In order to improve the fire extinguishing efficiency of forest fires and reduce the damage to forest resources and ecological environment, a three-phase class A foam extinguishing agent consisting of class A foam extinguishing agent with nano-SiO2 particles was prepared. The effects of nano-SiO2 mass fraction on foam stability and fire extinguishing efficacy were investigated by using the double injector method and the wood stack fire extinguishing test platform.

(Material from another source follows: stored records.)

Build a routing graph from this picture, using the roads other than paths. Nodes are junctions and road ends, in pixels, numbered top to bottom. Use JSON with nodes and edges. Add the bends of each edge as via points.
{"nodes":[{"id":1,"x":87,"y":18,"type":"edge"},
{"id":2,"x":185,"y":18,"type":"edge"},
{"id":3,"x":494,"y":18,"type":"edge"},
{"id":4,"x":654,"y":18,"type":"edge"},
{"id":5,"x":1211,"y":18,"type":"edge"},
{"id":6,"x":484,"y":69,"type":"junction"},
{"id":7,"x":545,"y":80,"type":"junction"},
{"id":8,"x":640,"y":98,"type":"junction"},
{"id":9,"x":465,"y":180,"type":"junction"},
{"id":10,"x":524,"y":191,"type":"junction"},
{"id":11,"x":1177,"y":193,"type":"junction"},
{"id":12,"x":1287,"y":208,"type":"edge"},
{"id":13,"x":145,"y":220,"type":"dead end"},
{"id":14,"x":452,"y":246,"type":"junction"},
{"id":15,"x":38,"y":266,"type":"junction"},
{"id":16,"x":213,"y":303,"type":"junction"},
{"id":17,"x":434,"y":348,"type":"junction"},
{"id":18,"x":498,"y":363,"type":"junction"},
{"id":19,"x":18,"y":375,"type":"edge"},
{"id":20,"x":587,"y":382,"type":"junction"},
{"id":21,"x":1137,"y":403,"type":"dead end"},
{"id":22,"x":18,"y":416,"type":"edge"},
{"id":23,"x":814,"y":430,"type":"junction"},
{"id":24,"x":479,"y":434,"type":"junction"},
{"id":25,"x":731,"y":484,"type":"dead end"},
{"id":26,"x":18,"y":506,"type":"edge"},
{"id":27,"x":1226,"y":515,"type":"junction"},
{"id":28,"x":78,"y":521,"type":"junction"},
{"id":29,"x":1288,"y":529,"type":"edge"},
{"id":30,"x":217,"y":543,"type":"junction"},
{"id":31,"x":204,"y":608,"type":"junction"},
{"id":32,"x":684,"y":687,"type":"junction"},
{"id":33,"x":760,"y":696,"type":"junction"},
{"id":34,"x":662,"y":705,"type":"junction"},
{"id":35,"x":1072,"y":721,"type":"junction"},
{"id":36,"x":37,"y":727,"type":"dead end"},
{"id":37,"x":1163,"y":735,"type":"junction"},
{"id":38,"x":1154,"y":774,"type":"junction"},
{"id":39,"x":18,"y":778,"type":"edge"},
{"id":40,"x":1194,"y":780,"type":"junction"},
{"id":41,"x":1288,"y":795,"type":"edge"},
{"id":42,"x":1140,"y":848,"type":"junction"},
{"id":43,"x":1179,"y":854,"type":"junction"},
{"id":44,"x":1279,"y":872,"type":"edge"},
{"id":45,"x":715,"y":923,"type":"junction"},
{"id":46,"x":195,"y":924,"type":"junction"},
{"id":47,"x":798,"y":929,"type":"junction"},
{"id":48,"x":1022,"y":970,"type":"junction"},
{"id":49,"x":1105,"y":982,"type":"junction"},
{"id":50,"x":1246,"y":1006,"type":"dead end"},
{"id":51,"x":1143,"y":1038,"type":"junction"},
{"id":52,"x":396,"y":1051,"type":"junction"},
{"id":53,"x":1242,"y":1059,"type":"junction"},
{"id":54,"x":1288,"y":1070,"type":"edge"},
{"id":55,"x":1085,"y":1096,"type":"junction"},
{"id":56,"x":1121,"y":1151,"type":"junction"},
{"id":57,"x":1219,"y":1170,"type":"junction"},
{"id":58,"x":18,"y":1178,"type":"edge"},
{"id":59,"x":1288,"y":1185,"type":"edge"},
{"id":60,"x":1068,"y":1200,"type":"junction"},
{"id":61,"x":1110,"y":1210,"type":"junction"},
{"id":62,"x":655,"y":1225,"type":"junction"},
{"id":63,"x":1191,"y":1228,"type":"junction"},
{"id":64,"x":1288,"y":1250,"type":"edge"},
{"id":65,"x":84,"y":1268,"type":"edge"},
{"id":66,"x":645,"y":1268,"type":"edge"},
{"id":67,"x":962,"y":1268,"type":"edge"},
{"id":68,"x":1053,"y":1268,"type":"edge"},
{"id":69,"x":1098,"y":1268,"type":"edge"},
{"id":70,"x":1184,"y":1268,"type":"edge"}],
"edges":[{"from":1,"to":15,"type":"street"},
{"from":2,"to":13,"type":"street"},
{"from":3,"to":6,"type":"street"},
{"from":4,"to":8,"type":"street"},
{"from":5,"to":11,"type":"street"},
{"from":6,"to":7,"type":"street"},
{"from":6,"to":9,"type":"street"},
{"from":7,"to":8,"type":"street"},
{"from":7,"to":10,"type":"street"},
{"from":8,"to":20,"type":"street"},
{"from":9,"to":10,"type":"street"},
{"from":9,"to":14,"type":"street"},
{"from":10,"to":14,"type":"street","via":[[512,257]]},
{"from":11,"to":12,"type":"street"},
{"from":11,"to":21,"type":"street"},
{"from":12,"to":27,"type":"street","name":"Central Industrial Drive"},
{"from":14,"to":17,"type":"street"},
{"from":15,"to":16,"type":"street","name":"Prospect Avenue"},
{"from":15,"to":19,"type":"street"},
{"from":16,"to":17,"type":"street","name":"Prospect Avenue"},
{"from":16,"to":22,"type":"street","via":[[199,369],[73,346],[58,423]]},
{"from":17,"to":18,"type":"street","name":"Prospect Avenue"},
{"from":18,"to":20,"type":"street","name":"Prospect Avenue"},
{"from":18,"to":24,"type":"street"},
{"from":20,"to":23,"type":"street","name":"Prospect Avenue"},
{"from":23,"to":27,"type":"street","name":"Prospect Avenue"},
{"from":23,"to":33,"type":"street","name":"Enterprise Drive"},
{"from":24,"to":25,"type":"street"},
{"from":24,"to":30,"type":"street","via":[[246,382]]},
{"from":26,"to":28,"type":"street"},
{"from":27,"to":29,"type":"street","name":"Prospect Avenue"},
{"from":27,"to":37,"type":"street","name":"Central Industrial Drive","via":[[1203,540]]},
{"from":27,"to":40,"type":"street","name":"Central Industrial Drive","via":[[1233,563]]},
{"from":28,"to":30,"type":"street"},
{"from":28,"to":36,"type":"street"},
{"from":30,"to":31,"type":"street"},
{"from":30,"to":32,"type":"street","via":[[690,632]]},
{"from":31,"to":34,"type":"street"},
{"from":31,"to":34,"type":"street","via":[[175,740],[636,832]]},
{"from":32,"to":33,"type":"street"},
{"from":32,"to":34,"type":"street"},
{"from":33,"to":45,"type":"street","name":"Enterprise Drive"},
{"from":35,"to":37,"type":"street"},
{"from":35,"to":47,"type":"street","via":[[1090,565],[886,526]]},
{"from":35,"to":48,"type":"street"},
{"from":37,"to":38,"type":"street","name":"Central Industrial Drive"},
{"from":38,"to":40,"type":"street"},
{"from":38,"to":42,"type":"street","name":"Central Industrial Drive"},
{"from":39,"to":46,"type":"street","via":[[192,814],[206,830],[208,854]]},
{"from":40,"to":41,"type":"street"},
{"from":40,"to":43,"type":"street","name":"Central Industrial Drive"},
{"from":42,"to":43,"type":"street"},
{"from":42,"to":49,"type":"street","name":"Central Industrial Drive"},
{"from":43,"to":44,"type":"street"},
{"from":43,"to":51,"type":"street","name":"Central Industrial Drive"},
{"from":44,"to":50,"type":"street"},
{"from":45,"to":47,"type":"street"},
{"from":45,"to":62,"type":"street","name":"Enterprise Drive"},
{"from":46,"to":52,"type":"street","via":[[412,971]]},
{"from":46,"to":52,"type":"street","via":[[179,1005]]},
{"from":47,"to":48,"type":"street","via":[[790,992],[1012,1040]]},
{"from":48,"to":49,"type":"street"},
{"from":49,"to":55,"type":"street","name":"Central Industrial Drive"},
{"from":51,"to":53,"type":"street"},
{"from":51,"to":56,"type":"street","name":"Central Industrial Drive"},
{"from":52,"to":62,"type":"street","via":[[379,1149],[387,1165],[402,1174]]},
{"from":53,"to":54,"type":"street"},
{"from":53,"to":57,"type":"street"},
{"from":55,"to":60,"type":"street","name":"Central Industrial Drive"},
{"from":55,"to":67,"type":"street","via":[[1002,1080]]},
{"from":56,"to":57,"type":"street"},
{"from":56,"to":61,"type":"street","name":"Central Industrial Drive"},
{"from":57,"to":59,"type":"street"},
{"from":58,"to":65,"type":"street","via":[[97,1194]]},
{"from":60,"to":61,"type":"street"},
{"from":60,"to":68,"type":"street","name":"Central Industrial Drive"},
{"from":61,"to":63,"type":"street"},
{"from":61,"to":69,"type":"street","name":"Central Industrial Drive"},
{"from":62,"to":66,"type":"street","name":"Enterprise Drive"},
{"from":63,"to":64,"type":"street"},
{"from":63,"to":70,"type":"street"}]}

The results show that the nano-SiO2 significantly enhanced the foam stability and delaye the foam precipitation and foam coarsening; the three-phase class A foam extinguishing agent extinguishe the flame more quickly and efficiently under the same driving pressure without rekindling and at a lower dosage than the traditional class A foam extinguishing agent; and the three-phase class A foam extinguishing agent with 1.5% SiO2 show the best extinguishing efficacy. The three-phase A-type foam extinguishing agent significantly improves the fire extinguishing efficiency, reduces the consumption of extinguishing agent, and has low cost, which makes it suitable for large-scale forest fires. The study provides a new solution for the efficient extinguishing of forest fires and has a wide range of practical applications.